Action item | The lines you return should be those containing the string "Lane", taken from the data below.

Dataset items
_____

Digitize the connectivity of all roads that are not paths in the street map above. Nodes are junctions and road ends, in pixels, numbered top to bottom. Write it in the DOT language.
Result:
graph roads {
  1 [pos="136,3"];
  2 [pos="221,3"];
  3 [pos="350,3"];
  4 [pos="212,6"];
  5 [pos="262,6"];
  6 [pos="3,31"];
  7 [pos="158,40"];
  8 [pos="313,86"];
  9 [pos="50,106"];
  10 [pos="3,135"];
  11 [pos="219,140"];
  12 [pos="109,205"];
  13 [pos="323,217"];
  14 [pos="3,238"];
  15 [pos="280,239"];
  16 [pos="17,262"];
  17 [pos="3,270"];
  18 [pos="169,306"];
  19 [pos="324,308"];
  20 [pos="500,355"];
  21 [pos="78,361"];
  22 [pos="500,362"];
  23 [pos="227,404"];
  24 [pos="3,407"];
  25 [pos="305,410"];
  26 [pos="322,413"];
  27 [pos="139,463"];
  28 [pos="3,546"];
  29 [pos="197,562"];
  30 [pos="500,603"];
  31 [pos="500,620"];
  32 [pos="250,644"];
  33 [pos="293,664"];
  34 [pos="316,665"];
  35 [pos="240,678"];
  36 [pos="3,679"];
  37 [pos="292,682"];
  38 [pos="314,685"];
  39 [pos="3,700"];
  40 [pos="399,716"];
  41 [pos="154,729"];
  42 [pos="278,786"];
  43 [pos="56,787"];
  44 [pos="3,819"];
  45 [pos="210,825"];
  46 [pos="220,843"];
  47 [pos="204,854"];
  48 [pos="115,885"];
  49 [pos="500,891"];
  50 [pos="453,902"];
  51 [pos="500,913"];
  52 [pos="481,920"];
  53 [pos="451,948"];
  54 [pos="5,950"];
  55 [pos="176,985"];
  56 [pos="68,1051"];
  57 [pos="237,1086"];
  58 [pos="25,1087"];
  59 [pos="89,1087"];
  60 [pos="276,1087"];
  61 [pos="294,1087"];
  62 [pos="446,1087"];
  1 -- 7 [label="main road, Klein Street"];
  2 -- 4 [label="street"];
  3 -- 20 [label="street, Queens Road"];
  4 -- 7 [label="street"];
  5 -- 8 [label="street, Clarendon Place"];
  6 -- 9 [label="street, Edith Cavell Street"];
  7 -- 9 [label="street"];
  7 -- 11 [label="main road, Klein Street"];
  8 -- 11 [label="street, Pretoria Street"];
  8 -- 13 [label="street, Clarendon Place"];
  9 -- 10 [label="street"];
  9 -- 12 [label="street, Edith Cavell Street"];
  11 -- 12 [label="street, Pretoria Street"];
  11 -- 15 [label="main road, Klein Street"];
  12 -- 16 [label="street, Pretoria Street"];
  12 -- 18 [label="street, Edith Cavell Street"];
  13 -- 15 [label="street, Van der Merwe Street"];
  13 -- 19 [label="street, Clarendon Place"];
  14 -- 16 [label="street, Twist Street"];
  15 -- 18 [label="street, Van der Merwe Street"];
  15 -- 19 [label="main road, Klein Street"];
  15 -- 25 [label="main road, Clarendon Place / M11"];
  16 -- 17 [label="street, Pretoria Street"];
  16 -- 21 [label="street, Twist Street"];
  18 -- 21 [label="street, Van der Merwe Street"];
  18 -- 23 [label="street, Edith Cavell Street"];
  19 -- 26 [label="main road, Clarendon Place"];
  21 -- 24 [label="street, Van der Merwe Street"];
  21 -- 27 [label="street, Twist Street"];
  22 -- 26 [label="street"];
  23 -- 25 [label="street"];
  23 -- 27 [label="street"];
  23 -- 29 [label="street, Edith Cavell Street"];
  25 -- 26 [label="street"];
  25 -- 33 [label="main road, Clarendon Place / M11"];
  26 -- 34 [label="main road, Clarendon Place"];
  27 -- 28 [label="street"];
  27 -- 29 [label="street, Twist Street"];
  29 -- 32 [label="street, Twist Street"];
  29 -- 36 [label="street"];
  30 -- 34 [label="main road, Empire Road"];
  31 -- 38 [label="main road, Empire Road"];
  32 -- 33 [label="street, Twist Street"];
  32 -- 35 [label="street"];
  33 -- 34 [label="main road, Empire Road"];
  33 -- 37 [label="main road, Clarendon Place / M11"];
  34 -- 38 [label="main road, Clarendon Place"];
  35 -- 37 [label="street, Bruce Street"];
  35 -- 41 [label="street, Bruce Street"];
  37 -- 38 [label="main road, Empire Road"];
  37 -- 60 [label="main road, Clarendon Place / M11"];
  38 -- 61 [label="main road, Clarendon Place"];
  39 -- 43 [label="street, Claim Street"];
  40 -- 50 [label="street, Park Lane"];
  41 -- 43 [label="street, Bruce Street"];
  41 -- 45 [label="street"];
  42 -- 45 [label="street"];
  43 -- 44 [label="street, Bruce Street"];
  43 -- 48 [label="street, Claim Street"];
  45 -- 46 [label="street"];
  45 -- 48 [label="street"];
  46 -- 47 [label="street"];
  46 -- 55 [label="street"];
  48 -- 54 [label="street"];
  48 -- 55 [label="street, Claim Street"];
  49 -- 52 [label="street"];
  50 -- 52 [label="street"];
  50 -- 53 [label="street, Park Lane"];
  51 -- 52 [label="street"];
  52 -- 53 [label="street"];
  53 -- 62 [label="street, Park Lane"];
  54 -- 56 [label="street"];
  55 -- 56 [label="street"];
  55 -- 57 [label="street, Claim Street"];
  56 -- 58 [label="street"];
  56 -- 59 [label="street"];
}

_____

Solution |
  40 -- 50 [label="street, Park Lane"];
  50 -- 53 [label="street, Park Lane"];
  53 -- 62 [label="street, Park Lane"];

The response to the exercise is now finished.